Graduate School of Frontier Sciences, The University of Tokyo, Tokyo, Japan.
Adv Exp Med Biol. 2024;1463:263-269. doi: 10.1007/978-3-031-67458-7_44.
Recent research has linked systemic metabolic disorders to cognitive decline and dementia risk, including Alzheimer's. This is suspected to be due to lifestyle-related vascular impairments from atherosclerosis and other factors, such as malnutrition and anaemia. Applying deep learning using 2897 cases from a rehabilitation hospital and health screenings, we trained a model to predict cognitive function [mini-mental state examination (MMSE) scores] and brain atrophy [Brain Healthcare Quotient (BHQ) scores] from basic blood tests and age. The deep learning model accurately estimated MMSE and BHQ from these inputs, with age, nutritional information, and organ function indicators being top predictors. These findings highlight the relationship of dementia with systemic metabolic disorders and suggest the potential of using routine blood tests for dementia risk assessment. Furthermore, personalised dietary interventions could be tailored based on blood test anomalies. This holistic view mirrors traditional Chinese medicine, which considers brain disorders systemic, that is related to vital organs but not the brain itself.
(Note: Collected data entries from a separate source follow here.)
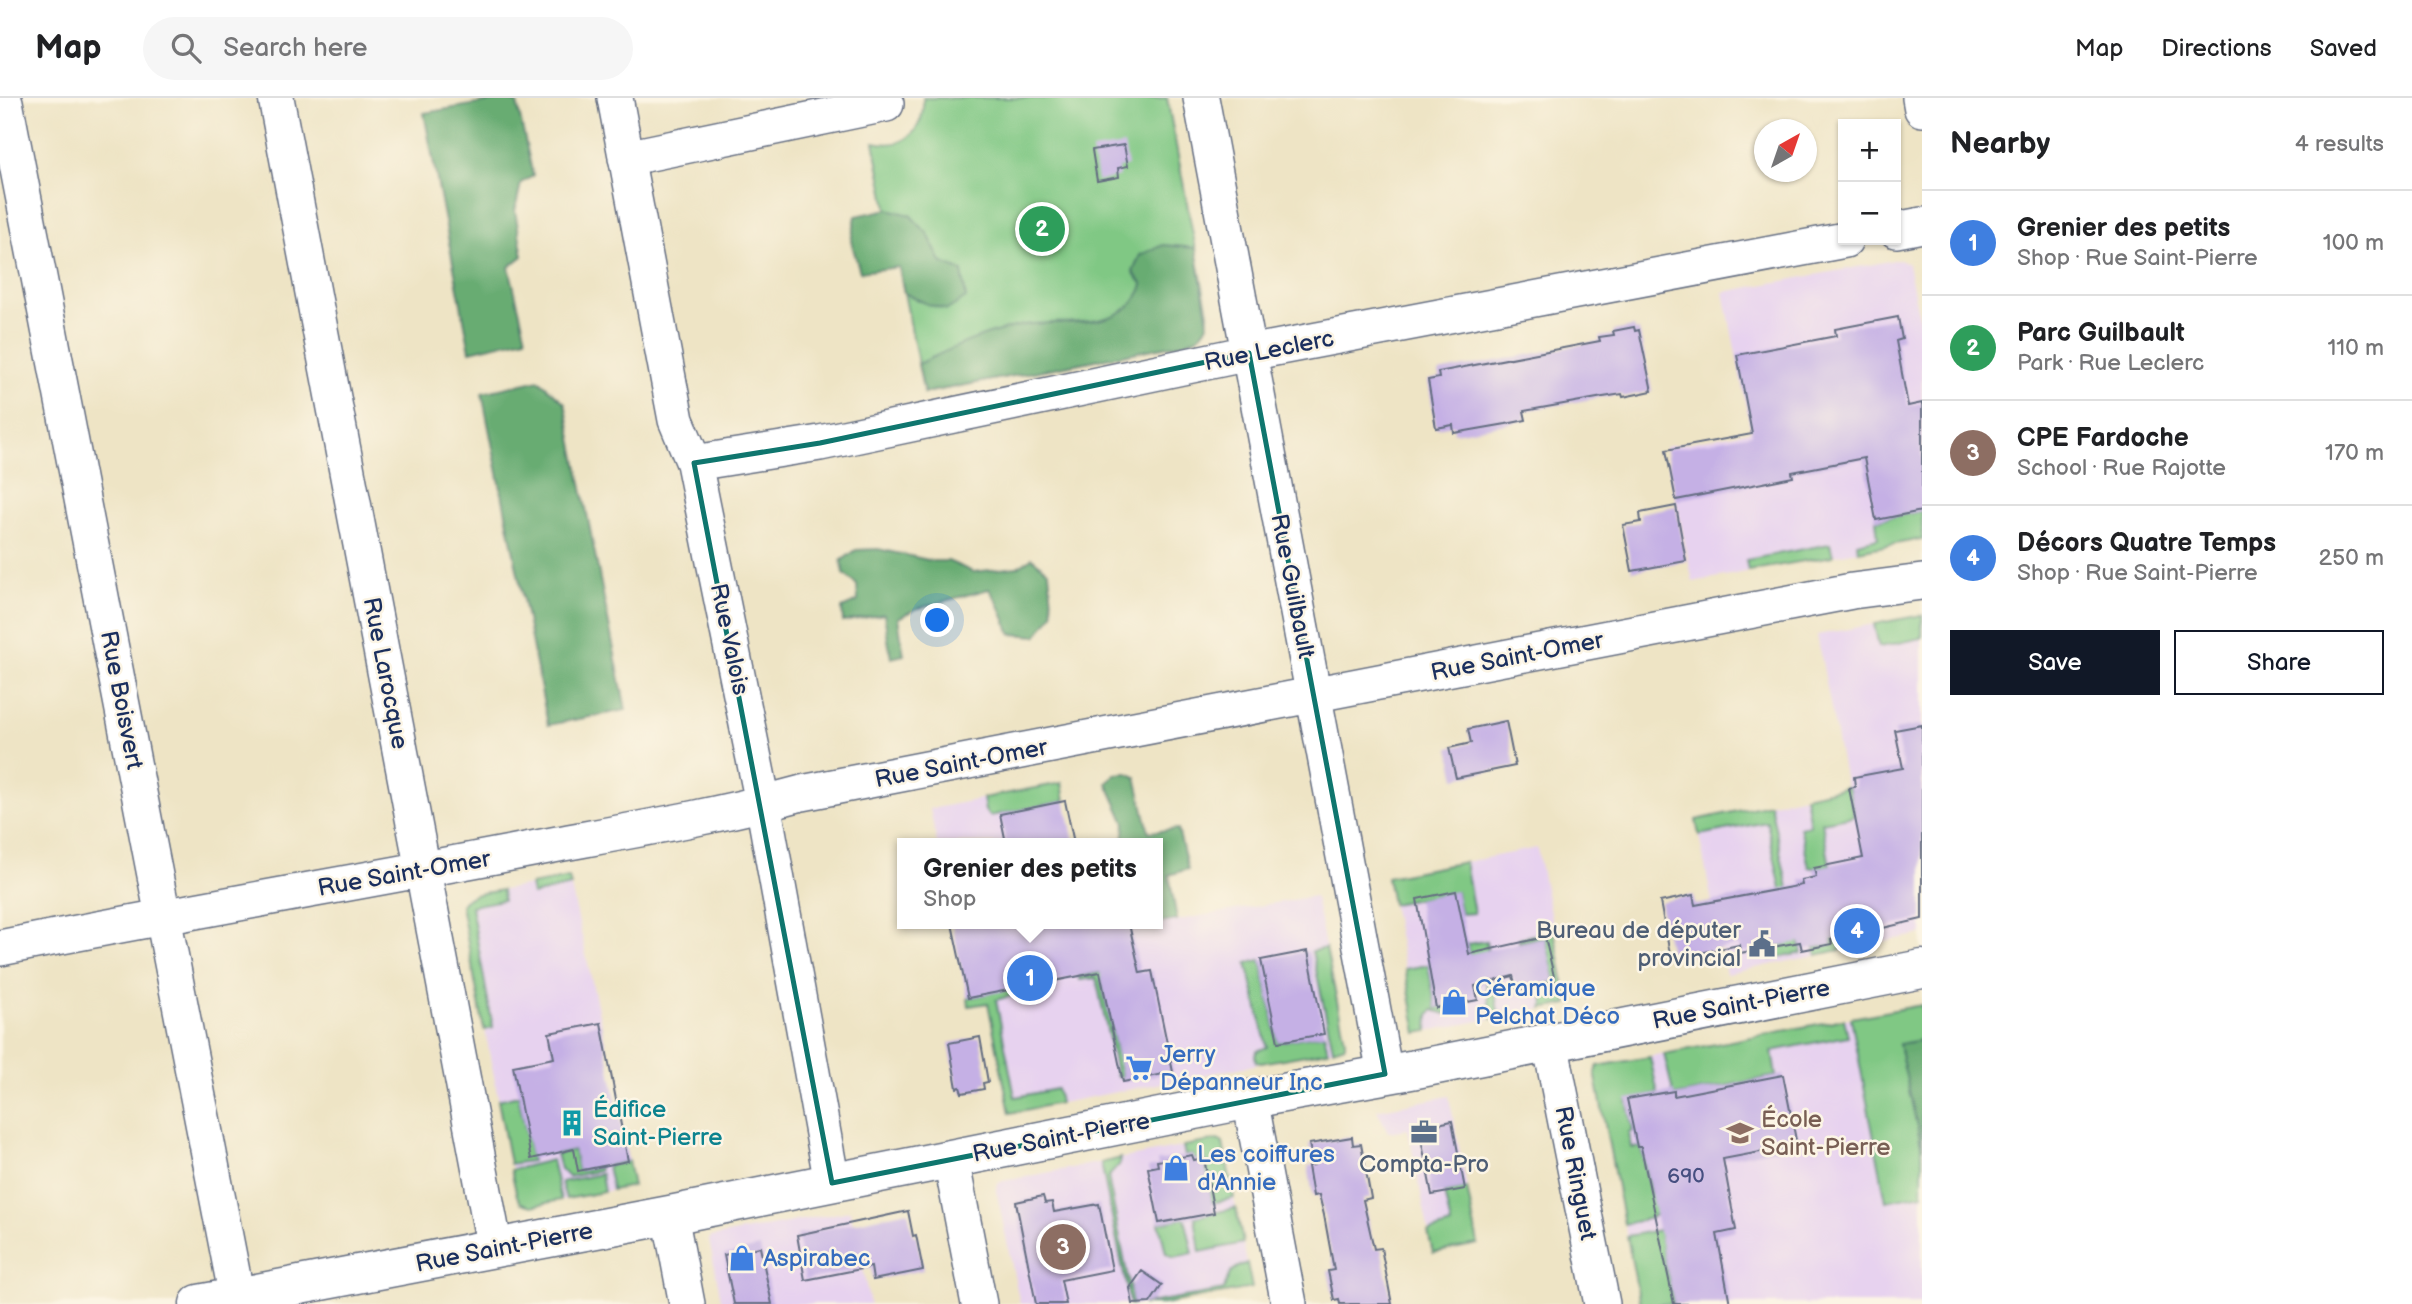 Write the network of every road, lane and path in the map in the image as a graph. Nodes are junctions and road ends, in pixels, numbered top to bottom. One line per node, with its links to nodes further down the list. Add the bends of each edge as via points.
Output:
1 (276, 98): 17 (street, Rue Larocque)
2 (615, 98): 8 (street, Rue Valois)
3 (1201, 98): 12 (street, Rue Guilbault)
4 (1920, 98): 7 (street)
5 (5, 101): 18 (street, Rue Boisvert)
6 (886, 104): 8 (street)
7 (1922, 109)
8 (626, 158): 13 (street, Rue Valois, via 676,420)
9 (1922, 225): 10 (street)
10 (1901, 229)
11 (1838, 241): 12 (street, Rue Leclerc)
12 (1249, 354): 13 (street, Rue Leclerc, via 820,443); 15 (street, Rue Guilbault)
13 (694, 463): 16 (street, Rue Valois)
14 (1922, 582): 15 (street, Rue Saint-Omer, via 1852,591)
15 (1313, 696): 16 (street, Rue Saint-Omer); 22 (street, Rue Guilbault)
16 (763, 803): 17 (street, Rue Saint-Omer); 25 (street, Rue Valois)
17 (424, 870): 18 (street, Rue Saint-Omer); 27 (street, Rue Larocque)
18 (164, 915): 19 (street, Rue Saint-Omer); 28 (street, Rue Boisvert)
19 (0, 948)
20 (1922, 969): 21 (main road, Rue Saint-Pierre)
21 (1550, 1042): 22 (main road, Rue Saint-Pierre); 33 (street, Rue Ringuet)
22 (1385, 1074): 23 (main road, Rue Saint-Pierre)
23 (1250, 1099): 24 (main road, Rue Saint-Pierre); 32 (street)
24 (951, 1159): 25 (main road, Rue Saint-Pierre); 31 (street)
25 (832, 1183): 26 (main road, Rue Saint-Pierre)
26 (670, 1215): 27 (main road, Rue Saint-Pierre); 30 (street)
27 (495, 1248): 28 (main road, Rue Saint-Pierre)
28 (237, 1298): 29 (main road, Rue Saint-Pierre)
29 (199, 1304)
30 (687, 1304)
31 (979, 1304)
32 (1289, 1304)
33 (1602, 1304) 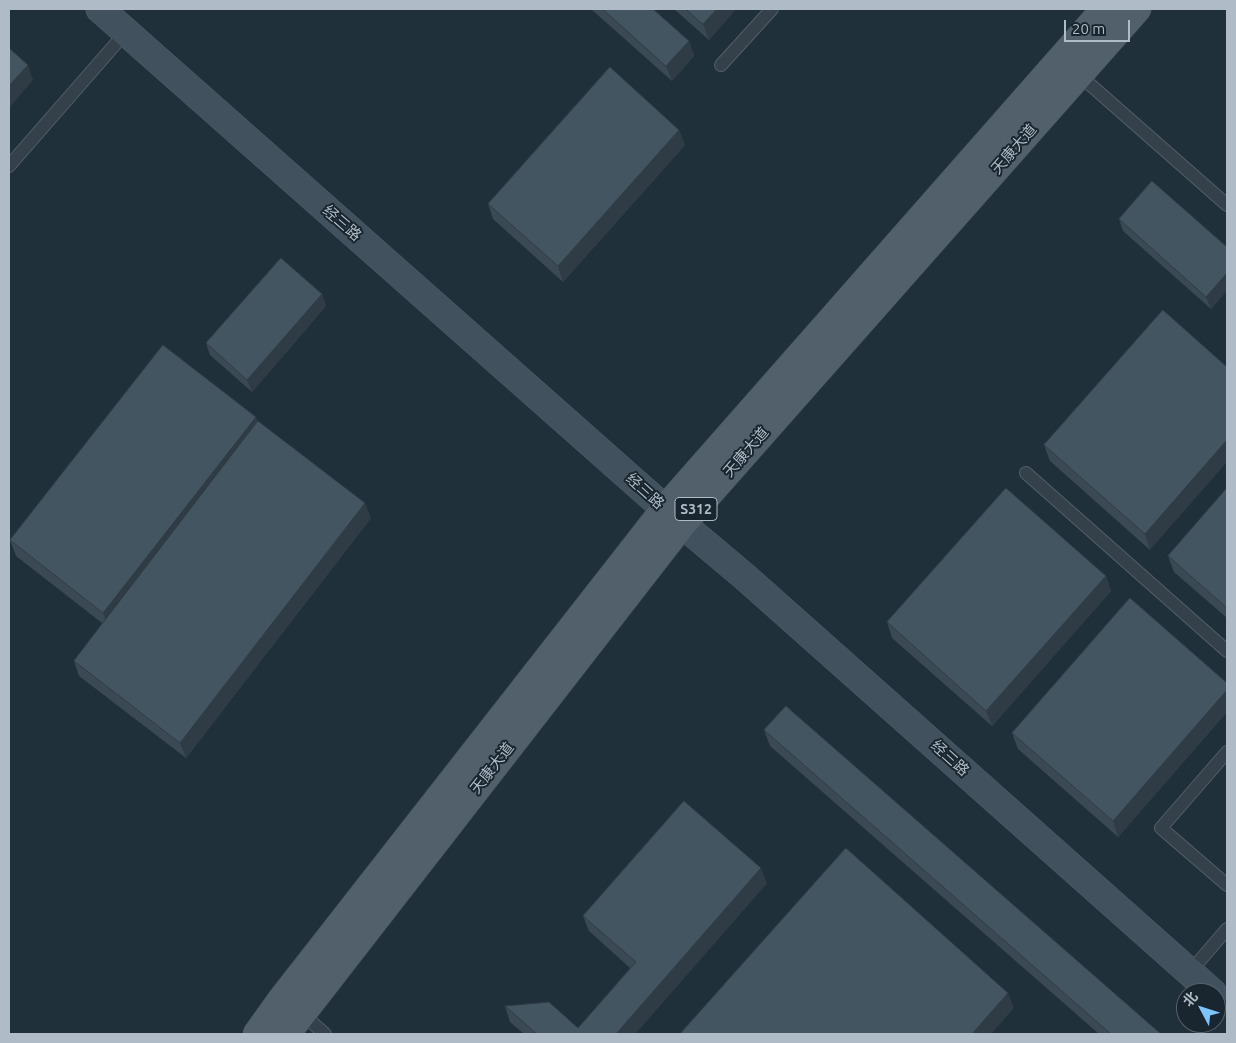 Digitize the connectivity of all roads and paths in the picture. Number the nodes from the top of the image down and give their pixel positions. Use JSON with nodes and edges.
{"nodes":[{"id":1,"x":100,"y":9,"type":"edge"},
{"id":2,"x":772,"y":9,"type":"edge"},
{"id":3,"x":1123,"y":13,"type":"edge"},
{"id":4,"x":126,"y":32,"type":"junction"},
{"id":5,"x":722,"y":65,"type":"dead end"},
{"id":6,"x":1070,"y":67,"type":"junction"},
{"id":7,"x":9,"y":166,"type":"edge"},
{"id":8,"x":1227,"y":205,"type":"edge"},
{"id":9,"x":1026,"y":473,"type":"dead end"},
{"id":10,"x":673,"y":516,"type":"junction"},
{"id":11,"x":1227,"y":651,"type":"edge"},
{"id":12,"x":1227,"y":752,"type":"edge"},
{"id":13,"x":1227,"y":885,"type":"edge"},
{"id":14,"x":1227,"y":928,"type":"edge"},
{"id":15,"x":1190,"y":972,"type":"junction"},
{"id":16,"x":1202,"y":983,"type":"edge"},
{"id":17,"x":290,"y":1015,"type":"edge"},
{"id":18,"x":257,"y":1034,"type":"edge"},
{"id":19,"x":325,"y":1034,"type":"edge"}],
"edges":[{"from":1,"to":4,"type":"street","name":"经三路"},
{"from":2,"to":5,"type":"lane"},
{"from":3,"to":6,"type":"main road","name":"天康大道","number":"S312"},
{"from":4,"to":7,"type":"lane"},
{"from":4,"to":10,"type":"street","name":"经三路"},
{"from":6,"to":8,"type":"lane"},
{"from":6,"to":10,"type":"main road","name":"天康大道","number":"S312"},
{"from":9,"to":11,"type":"lane"},
{"from":10,"to":15,"type":"street","name":"经三路"},
{"from":10,"to":17,"type":"main road","name":"天康大道","number":"S312"},
{"from":12,"to":13,"type":"lane"},
{"from":14,"to":15,"type":"lane"},
{"from":15,"to":16,"type":"street","name":"经三路"},
{"from":17,"to":18,"type":"main road","name":"天康大道","number":"S312"},
{"from":17,"to":19,"type":"lane"}]} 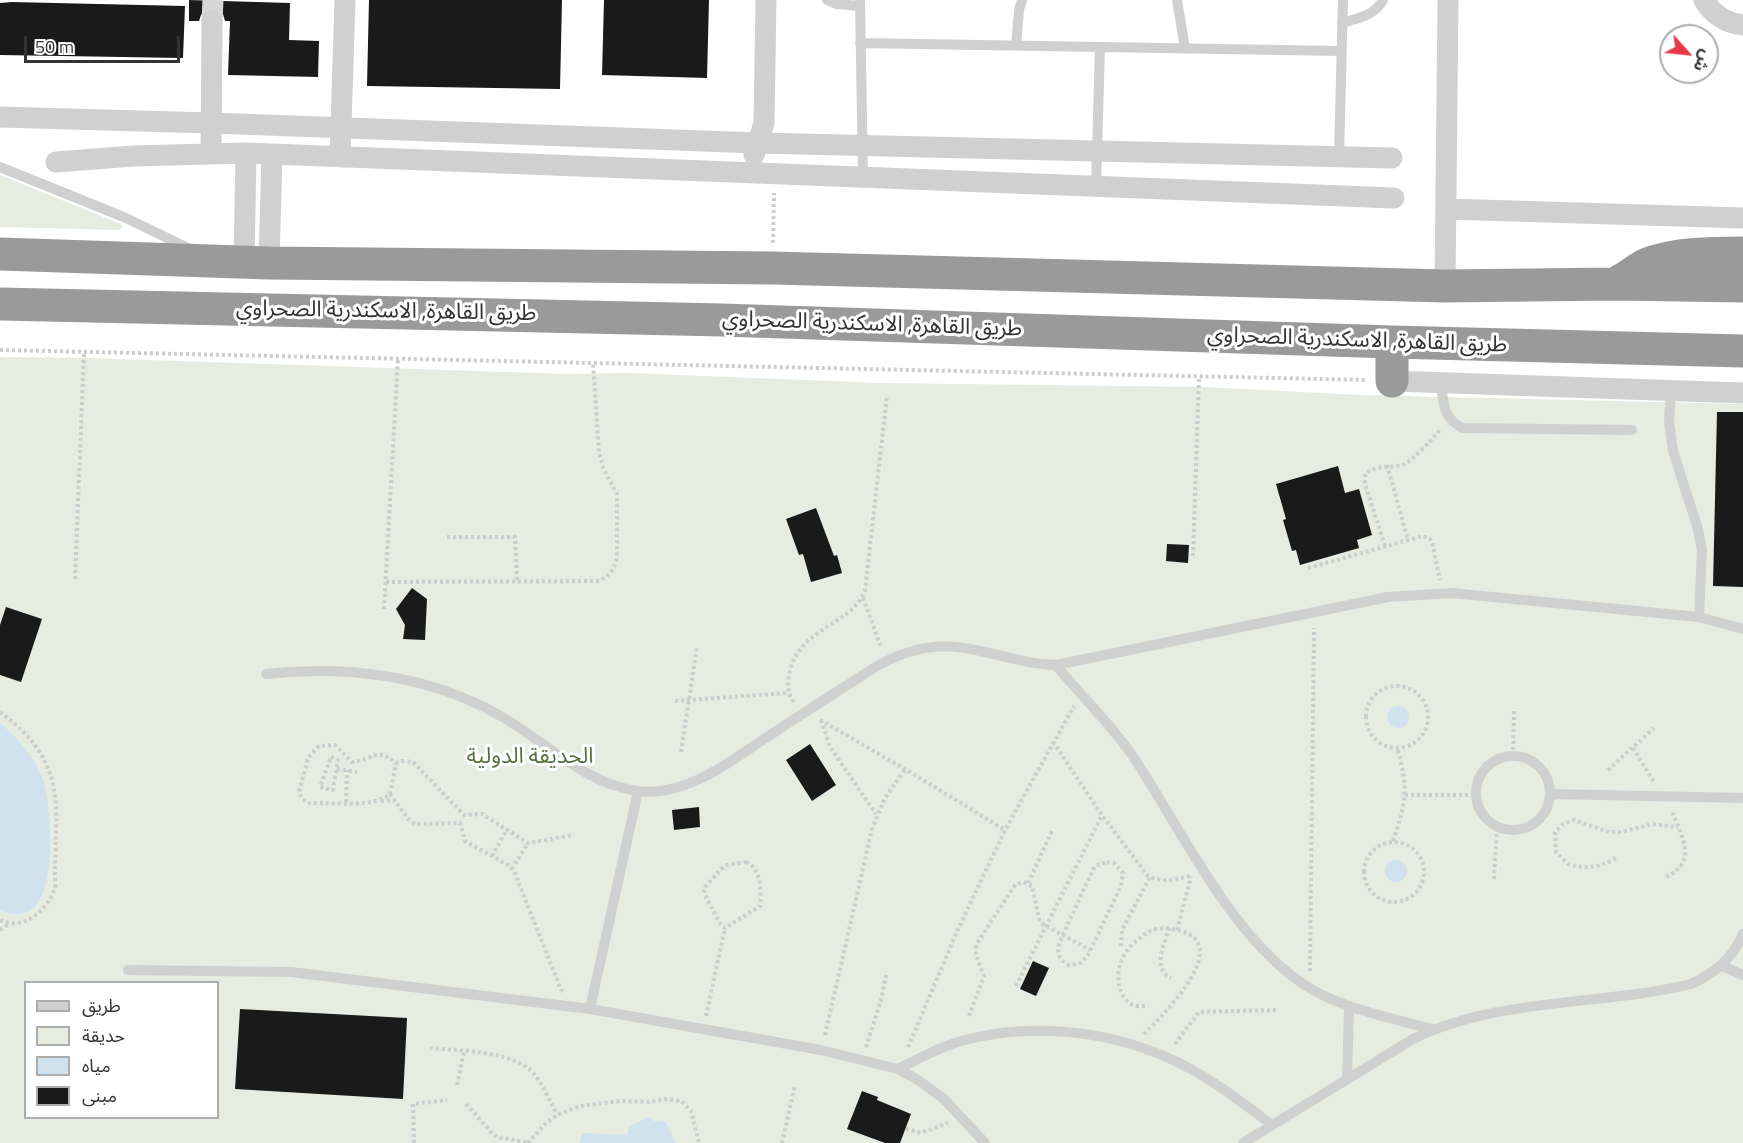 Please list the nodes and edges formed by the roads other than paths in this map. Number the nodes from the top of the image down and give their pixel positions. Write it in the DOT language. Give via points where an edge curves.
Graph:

最近的研究将系统性代谢紊乱与认知能力下降和痴呆风险(包括阿尔茨海默病)联系起来。这被怀疑是由于动脉粥样硬化和其他因素(如营养不良和贫血)引起的与生活方式相关的血管损伤所致。我们应用深度学习,使用康复医院和健康筛查的 2897 例病例,训练了一个模型,以从基本血液检查和年龄预测认知功能[迷你精神状态检查(MMSE)评分]和脑萎缩[脑保健商数(BHQ)评分]。该深度学习模型能够准确地从这些输入中估算 MMSE 和 BHQ,年龄、营养信息和器官功能指标是最重要的预测因素。这些发现强调了痴呆与系统性代谢紊乱的关系,并表明可以使用常规血液检查来评估痴呆风险。此外,还可以根据血液检查异常情况来制定个性化的饮食干预措施。这种整体观点反映了中医的理念,中医认为脑障碍是全身性的,与重要器官有关,但与大脑本身无关。